Who is the fat-ist in your business?

The Employment Appeal Tribunal (EAT) recently gave some further guidance as to how obesity should be treated for the purposes of disability discrimination.  In Walker v Sita Information Networking Computing Limited, the EAT held that an employment tribunal had erred in finding that a 21-stone employee was not disabled for the purposes of discrimination legislation.

What guidance was given by the EAT?

When considering the issue of whether obesity can amount to a qualifying disability, the first question which should be asked is whether or not the individual has an impairment.  The second question which should be asked is whether or not the condition is a physical or mental impairment.  The EAT stated that the question of “cause” of the disability should only be relevant when a tribunal considers that a disability has no “recognised cause”.  Importantly, despite finding that this employee suffered from a qualifying disability, the EAT refused to find that obesity is a qualifying disability in its own right.

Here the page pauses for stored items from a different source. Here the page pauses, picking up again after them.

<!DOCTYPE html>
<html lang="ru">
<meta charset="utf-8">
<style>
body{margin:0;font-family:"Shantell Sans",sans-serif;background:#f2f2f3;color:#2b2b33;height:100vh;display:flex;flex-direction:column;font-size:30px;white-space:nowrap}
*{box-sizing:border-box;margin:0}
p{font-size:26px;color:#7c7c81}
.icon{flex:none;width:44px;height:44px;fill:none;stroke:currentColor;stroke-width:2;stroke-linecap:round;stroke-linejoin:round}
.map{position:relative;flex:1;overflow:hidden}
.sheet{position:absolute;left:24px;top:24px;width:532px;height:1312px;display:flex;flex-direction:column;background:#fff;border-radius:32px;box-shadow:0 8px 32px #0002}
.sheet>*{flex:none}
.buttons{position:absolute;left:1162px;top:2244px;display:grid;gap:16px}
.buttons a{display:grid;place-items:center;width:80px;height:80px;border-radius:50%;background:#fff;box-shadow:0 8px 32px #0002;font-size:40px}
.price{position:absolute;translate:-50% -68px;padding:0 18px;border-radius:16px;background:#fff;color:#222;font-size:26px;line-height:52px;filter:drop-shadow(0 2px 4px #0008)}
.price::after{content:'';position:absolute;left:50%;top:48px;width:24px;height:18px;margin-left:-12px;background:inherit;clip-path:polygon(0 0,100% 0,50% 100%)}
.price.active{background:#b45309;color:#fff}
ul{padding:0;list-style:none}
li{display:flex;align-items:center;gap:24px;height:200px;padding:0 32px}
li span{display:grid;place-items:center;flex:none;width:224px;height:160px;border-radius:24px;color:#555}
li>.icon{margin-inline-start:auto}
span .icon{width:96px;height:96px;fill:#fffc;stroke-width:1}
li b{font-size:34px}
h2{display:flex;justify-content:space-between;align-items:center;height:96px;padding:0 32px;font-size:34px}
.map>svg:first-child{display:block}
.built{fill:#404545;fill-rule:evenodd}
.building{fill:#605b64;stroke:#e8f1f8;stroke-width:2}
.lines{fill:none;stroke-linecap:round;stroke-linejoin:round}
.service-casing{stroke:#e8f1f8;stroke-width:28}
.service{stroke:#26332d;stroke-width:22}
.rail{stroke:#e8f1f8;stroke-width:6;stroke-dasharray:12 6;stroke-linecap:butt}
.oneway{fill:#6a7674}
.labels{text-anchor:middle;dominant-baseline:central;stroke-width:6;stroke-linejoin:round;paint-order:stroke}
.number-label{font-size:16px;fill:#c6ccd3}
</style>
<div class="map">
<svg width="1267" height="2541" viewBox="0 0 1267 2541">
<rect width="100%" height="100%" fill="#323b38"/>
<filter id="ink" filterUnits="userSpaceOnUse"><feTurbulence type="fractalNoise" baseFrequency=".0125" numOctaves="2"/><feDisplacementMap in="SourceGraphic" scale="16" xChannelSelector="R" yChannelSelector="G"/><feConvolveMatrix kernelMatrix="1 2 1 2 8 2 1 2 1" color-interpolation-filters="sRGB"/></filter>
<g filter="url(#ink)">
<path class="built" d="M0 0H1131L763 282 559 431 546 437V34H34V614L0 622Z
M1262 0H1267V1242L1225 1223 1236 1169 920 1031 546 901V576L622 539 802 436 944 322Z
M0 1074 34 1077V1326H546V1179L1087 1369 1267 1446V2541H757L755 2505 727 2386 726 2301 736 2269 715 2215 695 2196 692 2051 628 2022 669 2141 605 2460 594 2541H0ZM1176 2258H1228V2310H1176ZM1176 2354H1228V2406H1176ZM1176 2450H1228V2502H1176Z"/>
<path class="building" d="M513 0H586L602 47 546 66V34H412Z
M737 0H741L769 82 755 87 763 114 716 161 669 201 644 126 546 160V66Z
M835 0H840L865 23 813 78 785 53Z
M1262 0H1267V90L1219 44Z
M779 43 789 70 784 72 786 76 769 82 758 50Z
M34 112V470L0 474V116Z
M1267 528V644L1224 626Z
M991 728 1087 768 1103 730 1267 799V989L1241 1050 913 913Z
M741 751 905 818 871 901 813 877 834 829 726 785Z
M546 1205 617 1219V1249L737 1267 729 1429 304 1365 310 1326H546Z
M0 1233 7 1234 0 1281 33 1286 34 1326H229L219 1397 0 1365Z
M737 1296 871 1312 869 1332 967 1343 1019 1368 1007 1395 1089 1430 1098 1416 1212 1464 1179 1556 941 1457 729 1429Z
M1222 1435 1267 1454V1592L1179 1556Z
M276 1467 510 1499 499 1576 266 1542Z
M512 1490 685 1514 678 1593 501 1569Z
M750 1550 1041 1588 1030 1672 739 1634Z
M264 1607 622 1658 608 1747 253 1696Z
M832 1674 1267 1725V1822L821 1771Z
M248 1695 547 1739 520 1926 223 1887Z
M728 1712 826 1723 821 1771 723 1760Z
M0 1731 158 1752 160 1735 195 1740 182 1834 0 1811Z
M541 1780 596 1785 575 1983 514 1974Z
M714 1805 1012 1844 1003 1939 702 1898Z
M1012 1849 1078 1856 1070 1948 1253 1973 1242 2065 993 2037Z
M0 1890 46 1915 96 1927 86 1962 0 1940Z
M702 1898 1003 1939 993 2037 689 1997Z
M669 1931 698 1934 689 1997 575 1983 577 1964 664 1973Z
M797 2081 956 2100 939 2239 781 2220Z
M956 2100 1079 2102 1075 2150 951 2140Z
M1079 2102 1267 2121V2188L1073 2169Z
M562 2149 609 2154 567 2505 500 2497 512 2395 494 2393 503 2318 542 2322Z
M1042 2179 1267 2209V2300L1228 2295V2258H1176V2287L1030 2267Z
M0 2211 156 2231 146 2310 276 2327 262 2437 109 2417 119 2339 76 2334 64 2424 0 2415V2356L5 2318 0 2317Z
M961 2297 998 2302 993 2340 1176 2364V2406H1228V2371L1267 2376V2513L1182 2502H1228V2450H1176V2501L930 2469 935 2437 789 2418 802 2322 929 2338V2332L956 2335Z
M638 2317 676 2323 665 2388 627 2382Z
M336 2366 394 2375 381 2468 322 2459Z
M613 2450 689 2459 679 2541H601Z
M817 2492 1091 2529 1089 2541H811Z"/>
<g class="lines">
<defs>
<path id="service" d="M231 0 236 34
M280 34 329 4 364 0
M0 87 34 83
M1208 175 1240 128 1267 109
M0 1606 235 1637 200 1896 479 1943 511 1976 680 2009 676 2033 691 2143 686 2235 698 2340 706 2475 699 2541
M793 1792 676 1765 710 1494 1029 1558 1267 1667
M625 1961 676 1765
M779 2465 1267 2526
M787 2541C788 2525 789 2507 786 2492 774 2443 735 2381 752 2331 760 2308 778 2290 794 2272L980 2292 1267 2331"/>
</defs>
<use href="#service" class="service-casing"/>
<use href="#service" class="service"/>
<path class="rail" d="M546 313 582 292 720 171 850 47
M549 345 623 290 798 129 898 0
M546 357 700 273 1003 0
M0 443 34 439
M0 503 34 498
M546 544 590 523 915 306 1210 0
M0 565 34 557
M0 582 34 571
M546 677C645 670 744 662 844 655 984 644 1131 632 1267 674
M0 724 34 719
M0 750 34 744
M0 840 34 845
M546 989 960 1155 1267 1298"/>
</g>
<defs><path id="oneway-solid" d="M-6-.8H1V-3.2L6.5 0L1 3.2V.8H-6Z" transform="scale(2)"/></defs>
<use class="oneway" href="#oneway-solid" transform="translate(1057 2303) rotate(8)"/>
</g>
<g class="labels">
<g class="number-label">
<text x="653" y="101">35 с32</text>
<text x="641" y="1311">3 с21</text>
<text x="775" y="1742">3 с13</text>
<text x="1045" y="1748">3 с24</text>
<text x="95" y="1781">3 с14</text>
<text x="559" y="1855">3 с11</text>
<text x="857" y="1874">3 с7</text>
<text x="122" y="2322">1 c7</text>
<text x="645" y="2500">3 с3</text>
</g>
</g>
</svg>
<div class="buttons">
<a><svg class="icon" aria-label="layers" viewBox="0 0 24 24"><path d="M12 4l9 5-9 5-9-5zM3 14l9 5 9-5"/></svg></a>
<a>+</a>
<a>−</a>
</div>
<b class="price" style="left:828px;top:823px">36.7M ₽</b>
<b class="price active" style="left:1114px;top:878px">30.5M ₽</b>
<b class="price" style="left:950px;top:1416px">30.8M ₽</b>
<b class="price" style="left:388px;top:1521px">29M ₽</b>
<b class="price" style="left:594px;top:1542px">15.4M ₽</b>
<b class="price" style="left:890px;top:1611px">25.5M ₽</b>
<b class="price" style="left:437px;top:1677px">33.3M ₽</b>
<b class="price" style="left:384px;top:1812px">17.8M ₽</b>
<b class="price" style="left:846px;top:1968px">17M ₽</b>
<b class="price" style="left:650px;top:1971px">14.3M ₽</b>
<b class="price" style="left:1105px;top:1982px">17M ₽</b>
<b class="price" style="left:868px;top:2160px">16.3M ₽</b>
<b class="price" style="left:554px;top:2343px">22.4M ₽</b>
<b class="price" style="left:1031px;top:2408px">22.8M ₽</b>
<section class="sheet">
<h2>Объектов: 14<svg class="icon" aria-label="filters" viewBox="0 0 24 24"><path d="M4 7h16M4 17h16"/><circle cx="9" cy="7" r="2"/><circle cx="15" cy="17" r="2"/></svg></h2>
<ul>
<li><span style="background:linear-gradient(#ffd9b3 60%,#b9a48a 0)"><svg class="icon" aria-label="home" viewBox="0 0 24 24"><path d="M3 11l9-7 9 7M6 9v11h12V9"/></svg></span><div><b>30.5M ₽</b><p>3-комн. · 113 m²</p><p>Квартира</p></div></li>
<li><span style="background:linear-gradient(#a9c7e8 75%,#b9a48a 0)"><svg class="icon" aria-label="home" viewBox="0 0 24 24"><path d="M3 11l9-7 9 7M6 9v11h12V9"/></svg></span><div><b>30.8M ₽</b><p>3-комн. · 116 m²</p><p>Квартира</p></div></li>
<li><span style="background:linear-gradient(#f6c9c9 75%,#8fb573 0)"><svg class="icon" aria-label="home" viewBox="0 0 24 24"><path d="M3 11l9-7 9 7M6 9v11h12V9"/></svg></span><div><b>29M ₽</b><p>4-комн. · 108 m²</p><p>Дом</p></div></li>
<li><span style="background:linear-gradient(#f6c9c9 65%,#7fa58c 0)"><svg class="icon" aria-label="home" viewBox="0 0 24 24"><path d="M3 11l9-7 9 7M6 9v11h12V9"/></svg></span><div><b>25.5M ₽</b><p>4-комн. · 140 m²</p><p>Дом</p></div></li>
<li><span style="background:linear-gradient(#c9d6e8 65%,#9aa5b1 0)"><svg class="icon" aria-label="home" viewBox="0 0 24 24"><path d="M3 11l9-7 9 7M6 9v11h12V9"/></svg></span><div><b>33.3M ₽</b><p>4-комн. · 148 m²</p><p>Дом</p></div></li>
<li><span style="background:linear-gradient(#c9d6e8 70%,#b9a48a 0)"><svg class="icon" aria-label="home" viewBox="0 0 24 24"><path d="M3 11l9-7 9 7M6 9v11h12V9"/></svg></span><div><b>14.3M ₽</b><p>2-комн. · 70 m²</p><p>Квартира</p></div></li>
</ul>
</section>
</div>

What does this mean for employees?

If, as an employee, your ability to carry out your duties and responsibilities is affected as a result of your weight, then your employer may be required to make reasonable adjustments to your job or work place to accommodate your condition.  Such adjustments could include providing you with an auxiliary aid.

Additionally, if your condition is so serious that it amounts to a disability, you will also be protected from being subject to any unwanted conduct related to your weight which has the purpose or effect of violating your dignity or creating an intimidating, hostile, degrading, humiliating or offensive environment for you.

What does this mean for employers?

If an employee’s weight is so significant that it has an effect on that employee’s ability to do their job, you should consider whether it is possible to make reasonable adjustments to that role.  Employers should remember that it is lawful for them to refuse to make such adjustments and an employer is entitled to take into account such factors as the practicability of the step, the extent of the employer’s financial or other resources and the extent of any disruption caused when reaching this decision to refuse to make adjustments.

An employer should also ensure that, if it becomes aware of any unwanted conduct which is related to an employee’s weight, such conduct is dealt with by way of the disciplinary procedures and any employees who are involved in such behaviour should be dealt with accordingly on the grounds of misconduct.